Digging through the strace data for the process which loads the document and the dictionary, it basically looks like this:
- chroot stuff
- bind-mounts
- opens the en_US.dic and reads only the first 4Kb
- copies some presets
- reads standard.dic (45 bytes)
- opens en_US.dic again and only reads the first 4Kb
- loads the document (test.odt, 13,388 bytes)
- does NSS stuff
- opens en_US.dic and reads the entire thing in 4KB chunks. The reads are instant, but this is where 70 seconds of CPU time is spent (in userspace, not waiting on syscalls).
- standard.dic is opened and read again
- font loading
The inability to replace the dictionary file is limiting my ability to test with a small dictionary to see how long that takes. I tried enabling en_GB and de_DE (which I installed for testing purposes). This causes documents to take 120 seconds to load. So it’s not triple the duration, but it does make a meaningful difference.
I also briefly tried a command line option that would disable jails. It didn’t seem to make a difference, so I removed it.
My setup is operating with Nextcloud, specifically the richdocuments app integration. I’m currently on Collaboraoffice 25.04.11-3, the latest available from apt at the time of writing.
The bigest question I have is: how do I continue troubleshooting this issue from here?
Specifically, is there some way I can replace the dictionary file that is going to be used in practice so I can figure out if a tiny dictionary loads faster, or if the dictionary needs to be in a different format?
And why am I the only person who seems to be having this problem? This feels like it’s a dictionary parsing issue, but I know there are lots of people who run the Nextcloud/Collabora combo, and I have to imagine that at least some of them turn on spell checking. I also expect the number of them who would accept a load time of 60+ seconds per document to be exactly zero.
But the “slow load times” I saw people taking about were 2 seconds, which is nothing like what I’m experiencing. If anyone could post a comment here if you have languages/spell checking enabled and it’s working fine, that’d be appreciated. If someone can attempt to re-create this issue on a test server, that’d be double appreciated. I’m using this Ansible role to set up my server on a Debian 13 VM. If I disable all languages (which is the role’s default), it works beautifully. Enable any language and it gets me here.

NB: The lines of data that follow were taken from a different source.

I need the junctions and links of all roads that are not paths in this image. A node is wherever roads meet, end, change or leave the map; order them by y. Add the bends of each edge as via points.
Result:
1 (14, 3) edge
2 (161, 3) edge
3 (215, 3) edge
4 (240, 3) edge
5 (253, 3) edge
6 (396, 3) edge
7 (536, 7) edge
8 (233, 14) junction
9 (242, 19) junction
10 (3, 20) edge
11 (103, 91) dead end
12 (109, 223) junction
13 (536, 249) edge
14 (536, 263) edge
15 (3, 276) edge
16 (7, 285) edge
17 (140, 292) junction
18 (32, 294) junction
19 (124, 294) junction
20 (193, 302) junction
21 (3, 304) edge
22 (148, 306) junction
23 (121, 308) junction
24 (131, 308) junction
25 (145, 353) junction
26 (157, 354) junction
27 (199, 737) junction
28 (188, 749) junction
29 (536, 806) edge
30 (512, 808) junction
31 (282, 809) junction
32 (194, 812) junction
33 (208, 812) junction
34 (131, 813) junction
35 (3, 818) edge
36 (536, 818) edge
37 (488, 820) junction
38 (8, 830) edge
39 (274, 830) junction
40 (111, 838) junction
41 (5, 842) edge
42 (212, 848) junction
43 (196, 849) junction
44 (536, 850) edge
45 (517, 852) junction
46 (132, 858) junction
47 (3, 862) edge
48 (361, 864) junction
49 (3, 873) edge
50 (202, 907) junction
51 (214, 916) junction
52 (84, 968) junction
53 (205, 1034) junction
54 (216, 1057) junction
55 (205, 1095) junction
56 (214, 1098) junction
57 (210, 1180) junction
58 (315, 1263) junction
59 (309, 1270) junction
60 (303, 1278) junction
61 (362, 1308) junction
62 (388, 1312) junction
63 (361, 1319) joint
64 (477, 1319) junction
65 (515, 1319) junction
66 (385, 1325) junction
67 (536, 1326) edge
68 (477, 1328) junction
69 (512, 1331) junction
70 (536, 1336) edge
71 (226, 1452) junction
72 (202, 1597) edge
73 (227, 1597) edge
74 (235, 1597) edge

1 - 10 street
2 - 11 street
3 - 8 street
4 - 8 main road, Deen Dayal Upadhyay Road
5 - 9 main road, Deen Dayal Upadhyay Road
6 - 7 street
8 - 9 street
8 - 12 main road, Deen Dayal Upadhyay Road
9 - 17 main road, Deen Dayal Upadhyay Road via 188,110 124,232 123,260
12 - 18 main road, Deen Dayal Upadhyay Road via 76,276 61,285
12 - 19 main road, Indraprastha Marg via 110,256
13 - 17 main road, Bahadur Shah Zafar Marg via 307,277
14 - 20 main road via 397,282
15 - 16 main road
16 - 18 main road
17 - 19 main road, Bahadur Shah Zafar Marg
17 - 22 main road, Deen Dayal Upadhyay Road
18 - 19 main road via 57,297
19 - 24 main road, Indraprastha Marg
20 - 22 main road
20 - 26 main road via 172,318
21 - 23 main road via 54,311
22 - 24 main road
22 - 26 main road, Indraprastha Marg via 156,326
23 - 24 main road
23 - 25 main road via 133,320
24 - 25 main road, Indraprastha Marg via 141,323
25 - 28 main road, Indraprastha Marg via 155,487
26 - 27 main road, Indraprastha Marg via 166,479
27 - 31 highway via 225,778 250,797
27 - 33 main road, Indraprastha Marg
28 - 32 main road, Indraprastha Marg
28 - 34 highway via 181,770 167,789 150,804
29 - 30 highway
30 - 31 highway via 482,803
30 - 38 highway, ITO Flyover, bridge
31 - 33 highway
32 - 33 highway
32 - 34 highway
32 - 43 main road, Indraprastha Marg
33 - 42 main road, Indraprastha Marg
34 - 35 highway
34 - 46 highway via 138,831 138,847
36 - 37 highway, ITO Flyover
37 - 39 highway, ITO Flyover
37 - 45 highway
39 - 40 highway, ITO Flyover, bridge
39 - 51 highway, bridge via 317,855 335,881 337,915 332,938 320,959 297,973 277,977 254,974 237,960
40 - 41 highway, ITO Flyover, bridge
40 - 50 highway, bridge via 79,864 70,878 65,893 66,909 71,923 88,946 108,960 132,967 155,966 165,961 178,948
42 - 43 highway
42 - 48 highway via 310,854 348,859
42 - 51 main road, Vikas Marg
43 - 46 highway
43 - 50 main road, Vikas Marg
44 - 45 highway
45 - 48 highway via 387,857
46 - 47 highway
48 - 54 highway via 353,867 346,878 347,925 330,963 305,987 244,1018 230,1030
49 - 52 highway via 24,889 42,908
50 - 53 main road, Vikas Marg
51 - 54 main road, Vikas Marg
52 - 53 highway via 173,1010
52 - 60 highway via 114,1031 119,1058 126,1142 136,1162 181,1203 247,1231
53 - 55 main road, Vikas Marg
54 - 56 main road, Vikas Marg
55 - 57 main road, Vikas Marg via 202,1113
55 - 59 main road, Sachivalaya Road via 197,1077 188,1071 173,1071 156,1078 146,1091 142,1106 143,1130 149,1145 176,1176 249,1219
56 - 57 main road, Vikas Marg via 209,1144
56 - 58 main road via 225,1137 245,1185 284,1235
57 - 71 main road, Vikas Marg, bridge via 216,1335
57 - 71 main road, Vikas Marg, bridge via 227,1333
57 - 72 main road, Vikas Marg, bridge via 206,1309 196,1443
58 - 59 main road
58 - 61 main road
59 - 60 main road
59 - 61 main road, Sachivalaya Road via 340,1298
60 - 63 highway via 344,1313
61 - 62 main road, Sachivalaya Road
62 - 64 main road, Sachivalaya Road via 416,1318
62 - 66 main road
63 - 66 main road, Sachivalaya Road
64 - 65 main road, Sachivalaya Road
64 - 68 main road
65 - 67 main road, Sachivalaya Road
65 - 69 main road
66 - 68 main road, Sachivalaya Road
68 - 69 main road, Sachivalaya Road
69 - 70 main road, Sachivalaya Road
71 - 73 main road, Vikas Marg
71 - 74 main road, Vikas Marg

The way I’m collecting strace data is basically this:
# Get the list of coolfork pids and run strace on each one
pids=`ps -ef | grep [c]oolfork | awk '{ print $2 }'`
for p in $pids; do strace -ff -o /tmp/coolwsd_traces/ -p $p & done
# Click on the document in the Nextcloud web UI, wait for it to completely load
# Gracefully kill each of the strace processes
pids=`ps -ef | grep [s]trace | awk '{ print $2 }'`
for p in $pids; do kill $p; done
If someone is willing to go through the thousands of lines of the strace files, I’ll post them. Same goes for my XML config, even through I went over all the settings that seem relevant.
This one is a real head scratcher, that’s for sure! Any help would be appreciated. I’ve already spent 9 hours over the course of 3 days trying to figure this one out. I want that effort to result in a bug getting fixed, a features added, or some documentation to warn people about this. In the meantime, I’m leaving spell checking off so Collabora is usable.
Edit to add: I’m not using Docker or any other container technology. So this isn’t an issue of Docker getting in the way. I am using ProtectSystem=strict in the .service file and the chroot that is implemented with Collabora is in place, but both of those are default settings.